Arnold Schwarzenegger Offers to Fund Polls To Increase Voter Turnout

Hollywood superstar and former California governor Arnold Schwarzenegger has suggested that he [...]

Hollywood superstar and former California governor Arnold Schwarzenegger has suggested that he would be willing to underwrite the cost of expanding the number of polling centers in the upcoming election, offering states that are crying poverty an opportunity to make voting easier for everybody. The "Governator," who served as a Republican but has repeatedly tangled with U.S. President Donald Trump, implied that states who close polling stations are generally trying to disenfranchise minority voters, and then hiding behind budget shortfalls. If it's really about the budget, Schwarzenegger said, he is happy to use his wealth to help offset those shortfalls.

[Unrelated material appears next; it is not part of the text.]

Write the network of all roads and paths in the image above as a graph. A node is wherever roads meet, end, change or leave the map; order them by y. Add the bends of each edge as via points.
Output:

Schwarzenegger responded to a story from Reuters, which reported that more than 1,000 polling stations in the American South have closed between the 2016 and 2020 U.S. Presidential elections. Schwarzenegger felt like there had to be a better way to handle the issue.

"I've been thinking about this a lot," Schwarzenegger tweeted. "I'm a fanatic about voting. Most people call closing polls voter suppression. Some say it is 'budgetary.' What if I made it easy and solved the budgetary issue? How much would it cost to reopen polling places?"

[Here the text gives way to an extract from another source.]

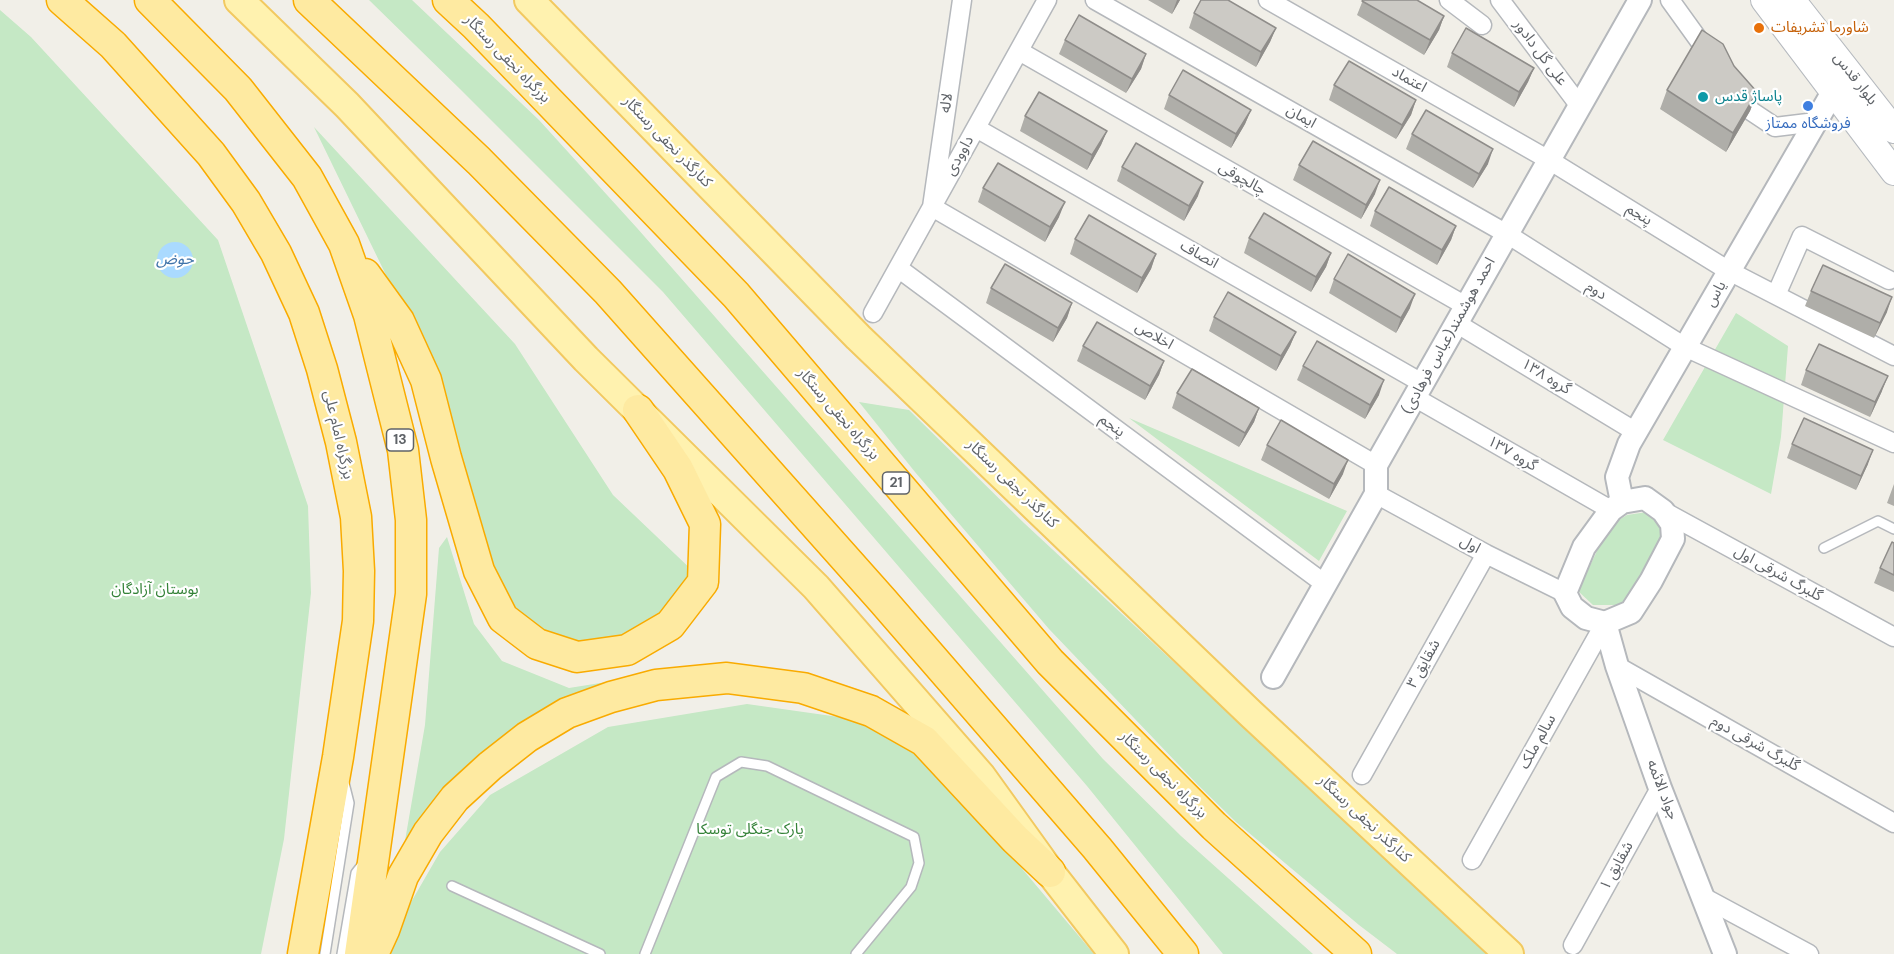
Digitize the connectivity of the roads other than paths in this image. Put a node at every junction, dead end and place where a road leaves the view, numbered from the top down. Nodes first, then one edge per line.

"This is a serious question," he added. "Is closing polling stations about making it harder for minorities to vote, or is it because of budgets? If you say it's because of your budget, let's talk."

Even if he were to do so, some election experts are skeptical that money alone would help to expand the number of polling stations in the United States.

"The big problem is that we don't have poll workers," explained Greg Palast, an investigative journalist and voter suppression expert who co-wrote a comic in 2008 titled Steal Back Your Vote, aimed at helping the wrongly disenfrachised. "Most poll workers, three quarters of all poll workers, are over 60, and so we lose the poll workers. That's why Milwaukee's primary this year went from 180 polling stations to five. They simply didn't have poll workers. It's not a question of not having money to keep polls open, it's a question of not having poll workers, and what we need is to have young, healthy people to say 'I'll do it.'"

Palast told ComicBook.com that someone with the visibility, means, and platform of Schwarzenegger could very well help keep the election more fair and honest, but that since mail-in and absentee voting are going to play a big role in the 2020 Presidential election, it's likely a larger-than-usual number of poll workers will have to work longer than usual.

"It may help if Schwarzenegger says if you agree to work at the polls, I'll give everybody 100 bucks and links to all my films for free or something," Palast joked. "It's going to be a minimum vote counting process, and we're going to need poll workers for two weeks, not for a day and not for a night. So obvious, the issue is, you can pay to keep polls open but that's not in question. The states have the polls, they don't have the poeple. What does it take to get young people to do something?"

The U.S. Election will take place on Tuesday, November 3.